Multimodal large language models for medical image diagnosis: Challenges and opportunities.
Authors
Affiliations (2)
Affiliations (2)
- Center of Applied Science and Technology, AlphaPi Institution, Los Angeles, CA 90017, USA. Electronic address: [email protected].
- Center of Applied Science and Technology, AlphaPi Institution, Los Angeles, CA 90017, USA.
Abstract
The integration of artificial intelligence (AI) into radiology has significantly improved diagnostic accuracy and workflow efficiency. Multimodal large language models (MLLMs), which combine natural language processing (NLP) and computer vision techniques, hold the potential to further revolutionize medical image analysis.
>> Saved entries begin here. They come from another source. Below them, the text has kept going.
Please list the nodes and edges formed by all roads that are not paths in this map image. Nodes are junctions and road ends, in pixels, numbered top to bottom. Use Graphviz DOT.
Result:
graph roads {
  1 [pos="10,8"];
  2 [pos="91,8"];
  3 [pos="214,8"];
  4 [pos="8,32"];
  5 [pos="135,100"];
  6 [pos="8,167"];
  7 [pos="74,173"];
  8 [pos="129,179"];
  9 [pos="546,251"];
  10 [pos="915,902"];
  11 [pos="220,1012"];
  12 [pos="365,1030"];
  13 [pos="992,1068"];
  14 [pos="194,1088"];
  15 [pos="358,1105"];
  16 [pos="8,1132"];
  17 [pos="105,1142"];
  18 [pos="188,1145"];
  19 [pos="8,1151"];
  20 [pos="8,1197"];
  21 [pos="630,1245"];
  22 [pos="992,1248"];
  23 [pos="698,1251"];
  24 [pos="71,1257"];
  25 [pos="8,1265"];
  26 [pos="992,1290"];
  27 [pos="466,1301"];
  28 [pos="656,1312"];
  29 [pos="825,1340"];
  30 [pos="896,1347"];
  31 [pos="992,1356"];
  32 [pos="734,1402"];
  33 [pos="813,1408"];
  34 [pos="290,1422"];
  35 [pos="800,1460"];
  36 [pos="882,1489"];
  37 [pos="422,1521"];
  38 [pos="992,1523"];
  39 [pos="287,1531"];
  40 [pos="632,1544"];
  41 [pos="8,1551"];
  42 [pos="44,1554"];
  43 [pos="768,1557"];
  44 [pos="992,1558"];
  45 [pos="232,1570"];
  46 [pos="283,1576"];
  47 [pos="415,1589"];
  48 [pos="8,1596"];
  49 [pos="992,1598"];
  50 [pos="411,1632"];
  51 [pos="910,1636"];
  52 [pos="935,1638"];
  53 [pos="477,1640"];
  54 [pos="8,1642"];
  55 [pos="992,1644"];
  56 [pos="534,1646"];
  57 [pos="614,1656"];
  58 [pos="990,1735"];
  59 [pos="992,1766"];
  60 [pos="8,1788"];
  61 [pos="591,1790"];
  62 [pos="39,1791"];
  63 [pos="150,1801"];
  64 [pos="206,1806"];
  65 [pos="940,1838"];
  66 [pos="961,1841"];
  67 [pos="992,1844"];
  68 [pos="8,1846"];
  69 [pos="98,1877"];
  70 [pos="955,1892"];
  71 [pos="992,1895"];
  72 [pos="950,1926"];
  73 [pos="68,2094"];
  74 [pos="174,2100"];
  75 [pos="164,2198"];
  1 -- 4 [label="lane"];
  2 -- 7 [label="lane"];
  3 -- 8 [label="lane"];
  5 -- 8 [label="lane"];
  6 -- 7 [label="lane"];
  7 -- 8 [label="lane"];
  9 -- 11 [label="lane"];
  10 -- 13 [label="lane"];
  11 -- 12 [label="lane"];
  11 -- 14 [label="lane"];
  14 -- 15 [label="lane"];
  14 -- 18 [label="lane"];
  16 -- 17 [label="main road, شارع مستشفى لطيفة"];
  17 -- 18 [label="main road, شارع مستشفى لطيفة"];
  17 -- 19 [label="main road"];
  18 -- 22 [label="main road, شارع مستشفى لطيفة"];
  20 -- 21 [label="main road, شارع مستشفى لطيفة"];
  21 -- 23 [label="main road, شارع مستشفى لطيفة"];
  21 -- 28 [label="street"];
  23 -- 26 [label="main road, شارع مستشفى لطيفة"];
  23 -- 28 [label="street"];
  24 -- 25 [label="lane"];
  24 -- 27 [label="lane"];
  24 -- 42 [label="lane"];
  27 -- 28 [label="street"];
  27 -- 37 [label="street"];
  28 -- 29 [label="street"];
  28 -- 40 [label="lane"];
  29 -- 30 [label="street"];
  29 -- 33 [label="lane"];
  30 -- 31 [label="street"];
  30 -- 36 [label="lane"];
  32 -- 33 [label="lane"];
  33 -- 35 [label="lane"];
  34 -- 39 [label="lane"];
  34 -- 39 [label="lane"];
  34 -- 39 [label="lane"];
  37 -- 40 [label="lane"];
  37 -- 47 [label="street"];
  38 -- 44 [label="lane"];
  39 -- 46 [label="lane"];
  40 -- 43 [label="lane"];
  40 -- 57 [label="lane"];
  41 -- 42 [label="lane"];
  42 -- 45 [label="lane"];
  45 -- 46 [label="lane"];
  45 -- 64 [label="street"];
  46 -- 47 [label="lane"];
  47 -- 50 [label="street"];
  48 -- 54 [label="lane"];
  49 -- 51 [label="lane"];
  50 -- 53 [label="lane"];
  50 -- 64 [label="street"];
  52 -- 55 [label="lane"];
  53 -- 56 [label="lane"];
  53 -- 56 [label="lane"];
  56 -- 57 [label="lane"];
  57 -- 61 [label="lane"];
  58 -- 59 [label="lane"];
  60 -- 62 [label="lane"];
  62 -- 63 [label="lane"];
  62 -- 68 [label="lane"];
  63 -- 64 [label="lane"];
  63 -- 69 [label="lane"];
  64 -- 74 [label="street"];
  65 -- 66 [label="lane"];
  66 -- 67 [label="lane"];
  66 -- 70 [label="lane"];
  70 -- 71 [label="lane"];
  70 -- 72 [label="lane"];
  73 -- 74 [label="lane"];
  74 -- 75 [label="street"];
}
Despite these advances, their widespread clinical adoption of MLLMs remains limited by challenges such as data quality, interpretability, ethical and regulatory compliance- including adherence to frameworks like the General Data Protection Regulation (GDPR) - computational demands, and generalizability across diverse patient populations. Addressing these interconnected challenges presents opportunities to enhance MLLM performance and reliability. Priorities for future research include improving model transparency, safeguarding data privacy through federated learning, optimizing multimodal fusion strategies, and establishing standardized evaluation frameworks. By overcoming these barriers, MLLMs can become essential tools in radiology, supporting clinical decision-making, and improving patient outcomes.